--- Input data ---
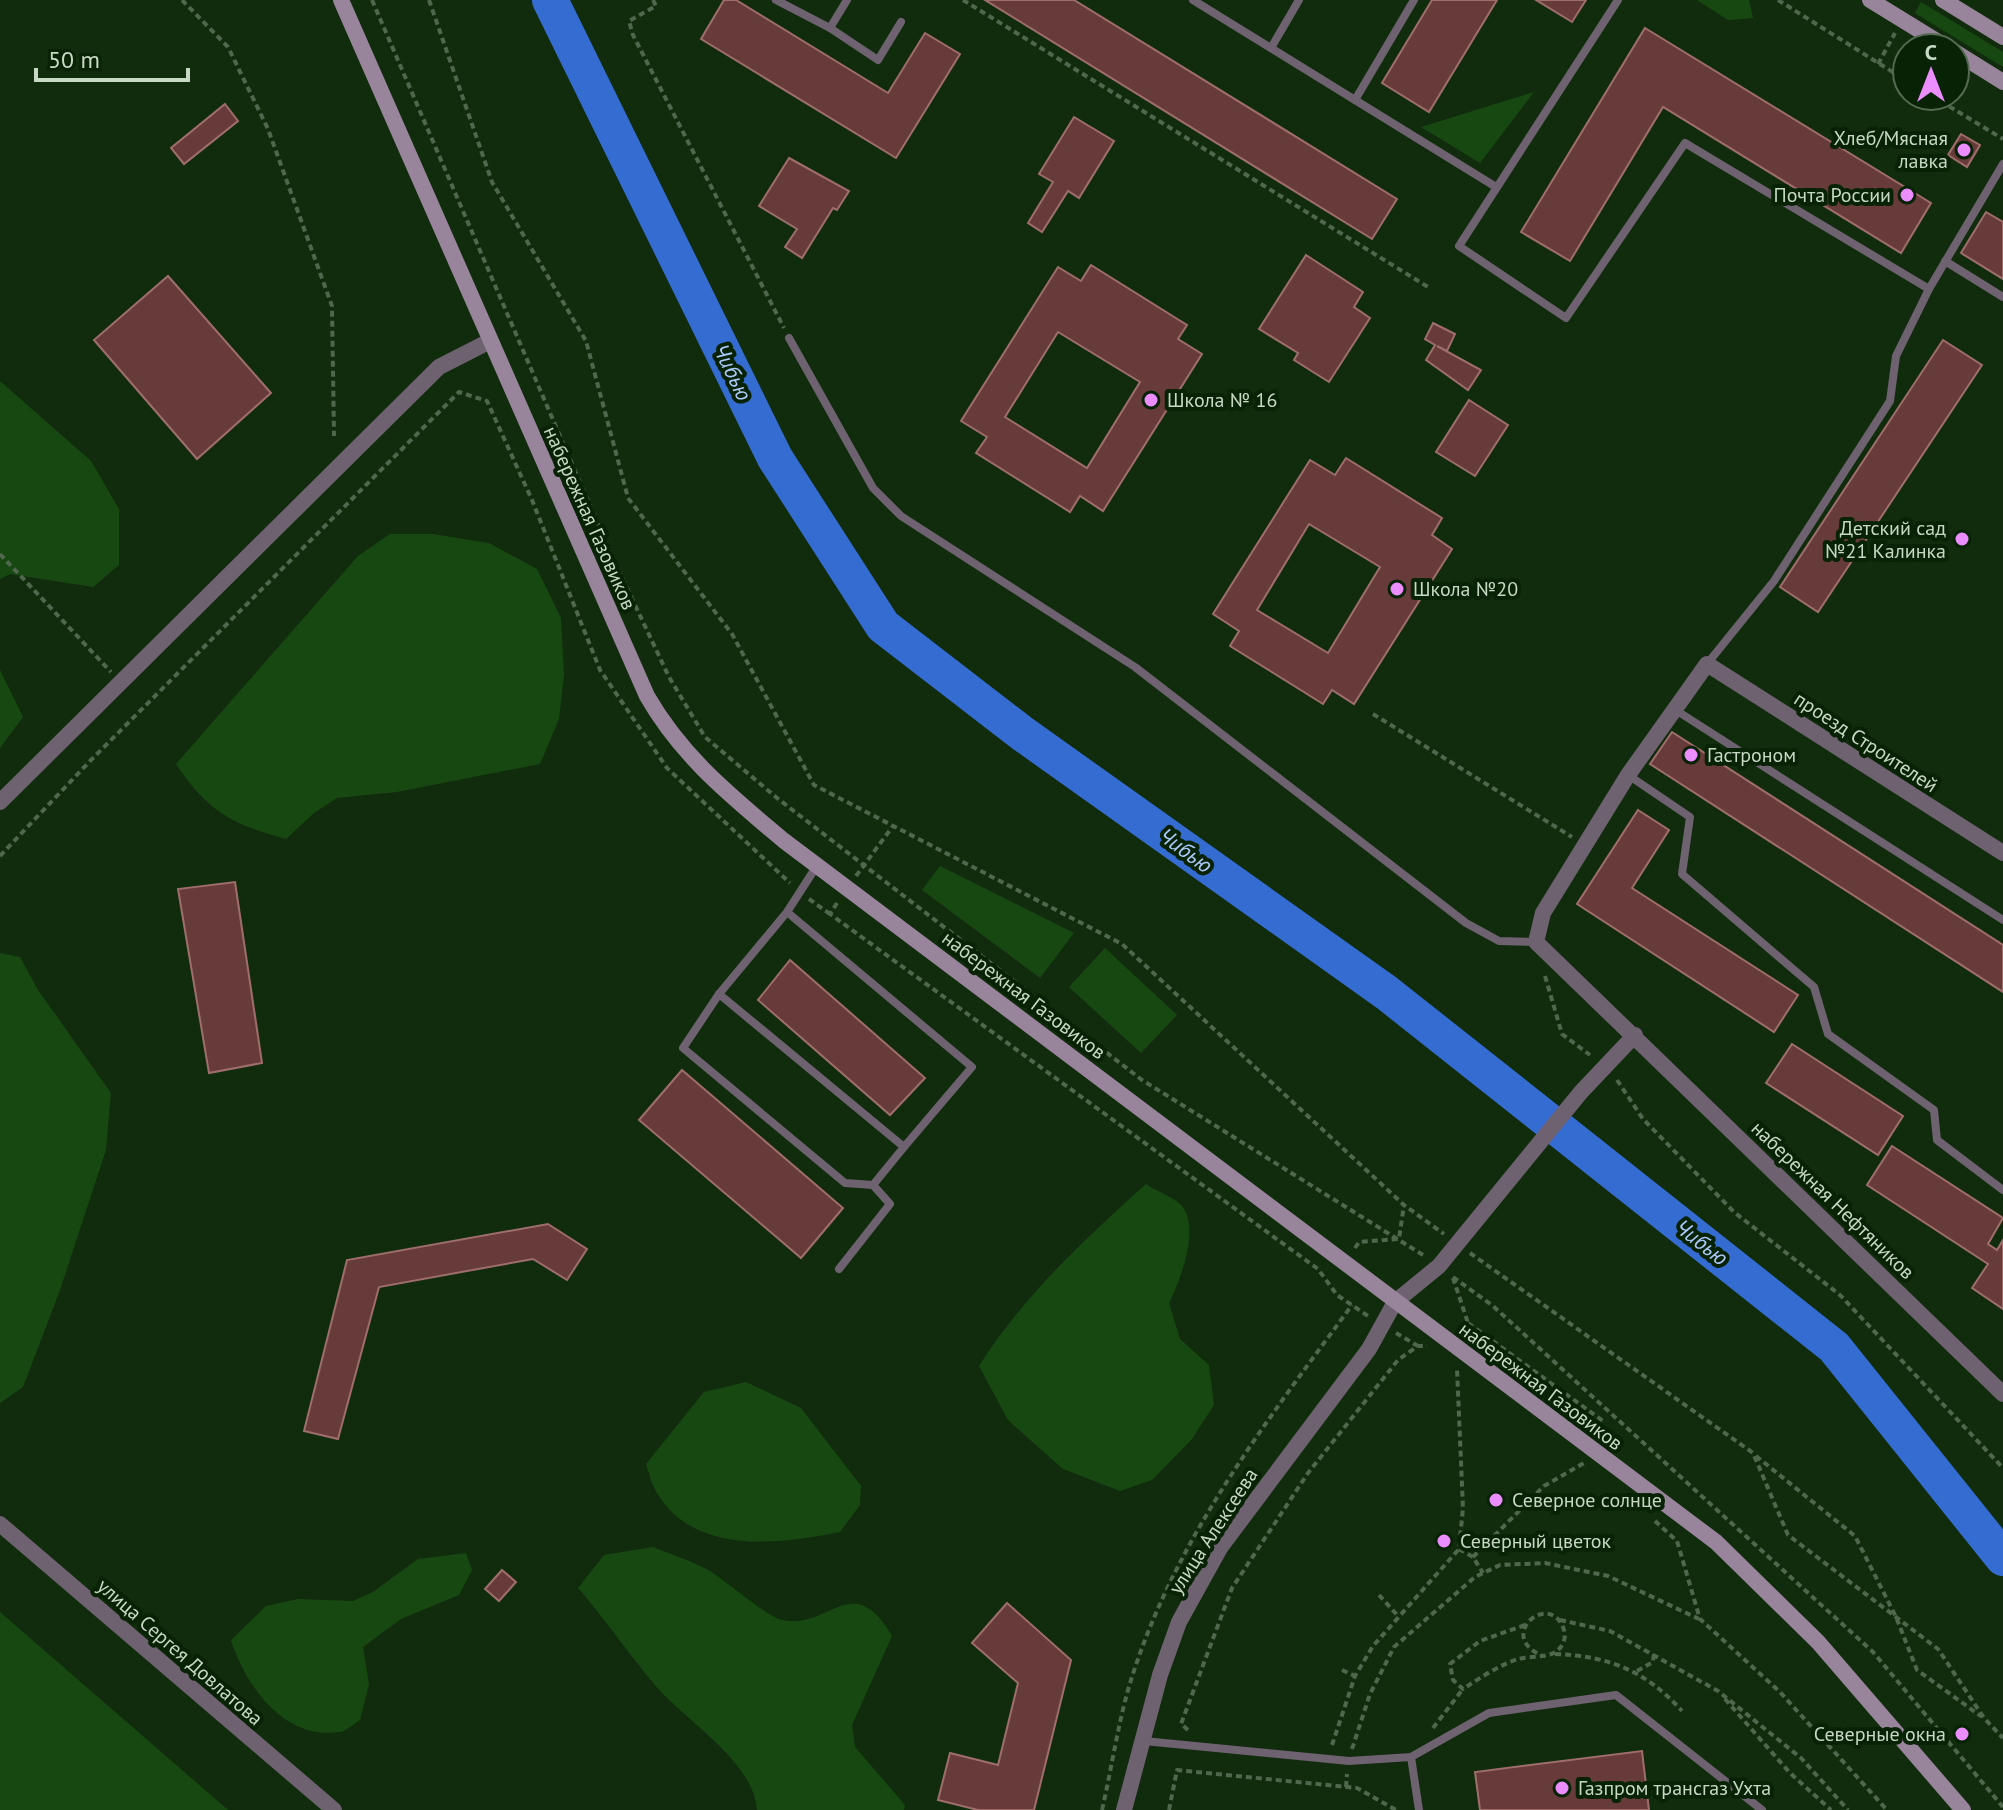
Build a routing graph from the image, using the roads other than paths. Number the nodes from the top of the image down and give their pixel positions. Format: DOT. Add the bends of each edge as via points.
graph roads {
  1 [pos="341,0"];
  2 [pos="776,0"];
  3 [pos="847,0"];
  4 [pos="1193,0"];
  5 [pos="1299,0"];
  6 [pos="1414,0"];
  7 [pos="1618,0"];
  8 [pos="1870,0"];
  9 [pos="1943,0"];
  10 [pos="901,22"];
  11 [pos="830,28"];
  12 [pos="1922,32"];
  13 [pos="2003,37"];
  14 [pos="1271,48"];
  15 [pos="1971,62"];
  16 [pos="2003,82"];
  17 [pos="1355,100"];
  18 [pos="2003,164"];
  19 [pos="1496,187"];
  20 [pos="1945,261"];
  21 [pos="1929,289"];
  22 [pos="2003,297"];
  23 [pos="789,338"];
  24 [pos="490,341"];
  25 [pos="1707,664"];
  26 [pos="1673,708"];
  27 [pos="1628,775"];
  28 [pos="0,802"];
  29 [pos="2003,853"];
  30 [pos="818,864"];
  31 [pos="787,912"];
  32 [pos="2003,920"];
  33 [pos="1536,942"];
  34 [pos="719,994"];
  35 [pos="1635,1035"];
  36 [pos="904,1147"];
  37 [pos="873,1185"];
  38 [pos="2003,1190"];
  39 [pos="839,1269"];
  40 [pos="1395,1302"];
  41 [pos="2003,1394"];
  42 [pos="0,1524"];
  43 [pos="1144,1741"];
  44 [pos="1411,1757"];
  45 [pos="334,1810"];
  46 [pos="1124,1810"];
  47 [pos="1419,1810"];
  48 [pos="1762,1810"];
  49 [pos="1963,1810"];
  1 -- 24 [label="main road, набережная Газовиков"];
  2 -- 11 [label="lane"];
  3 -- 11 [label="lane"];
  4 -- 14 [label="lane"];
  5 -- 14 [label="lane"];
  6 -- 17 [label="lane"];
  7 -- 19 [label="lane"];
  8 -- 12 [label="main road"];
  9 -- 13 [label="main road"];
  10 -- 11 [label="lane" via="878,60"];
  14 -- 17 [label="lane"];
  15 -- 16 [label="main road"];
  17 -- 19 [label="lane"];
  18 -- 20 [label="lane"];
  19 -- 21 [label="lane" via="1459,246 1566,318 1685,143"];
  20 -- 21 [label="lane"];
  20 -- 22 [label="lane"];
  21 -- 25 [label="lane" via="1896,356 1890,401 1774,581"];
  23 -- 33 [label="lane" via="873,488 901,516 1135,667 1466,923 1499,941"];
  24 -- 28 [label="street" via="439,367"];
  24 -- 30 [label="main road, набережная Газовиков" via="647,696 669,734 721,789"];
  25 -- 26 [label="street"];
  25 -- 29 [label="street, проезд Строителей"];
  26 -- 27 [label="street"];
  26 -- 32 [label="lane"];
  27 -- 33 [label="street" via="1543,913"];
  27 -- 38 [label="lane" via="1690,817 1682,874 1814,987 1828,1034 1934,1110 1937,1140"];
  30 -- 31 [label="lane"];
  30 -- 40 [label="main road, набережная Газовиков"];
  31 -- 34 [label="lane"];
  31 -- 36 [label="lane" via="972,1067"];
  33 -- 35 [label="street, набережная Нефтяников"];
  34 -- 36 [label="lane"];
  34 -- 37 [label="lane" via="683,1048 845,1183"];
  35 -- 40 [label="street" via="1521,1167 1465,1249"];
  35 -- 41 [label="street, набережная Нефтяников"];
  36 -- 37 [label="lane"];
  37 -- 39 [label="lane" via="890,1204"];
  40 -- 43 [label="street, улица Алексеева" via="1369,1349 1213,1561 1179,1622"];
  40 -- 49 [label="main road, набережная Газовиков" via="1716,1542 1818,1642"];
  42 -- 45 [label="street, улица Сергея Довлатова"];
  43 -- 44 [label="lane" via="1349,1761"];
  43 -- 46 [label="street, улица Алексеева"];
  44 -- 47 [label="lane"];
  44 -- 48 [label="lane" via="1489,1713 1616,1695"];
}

--- Work request ---
Filter the listing above, keeping only the lines with "улица".

--- Answer box ---
  40 -- 43 [label="street, улица Алексеева" via="1369,1349 1213,1561 1179,1622"];
  42 -- 45 [label="street, улица Сергея Довлатова"];
  43 -- 46 [label="street, улица Алексеева"];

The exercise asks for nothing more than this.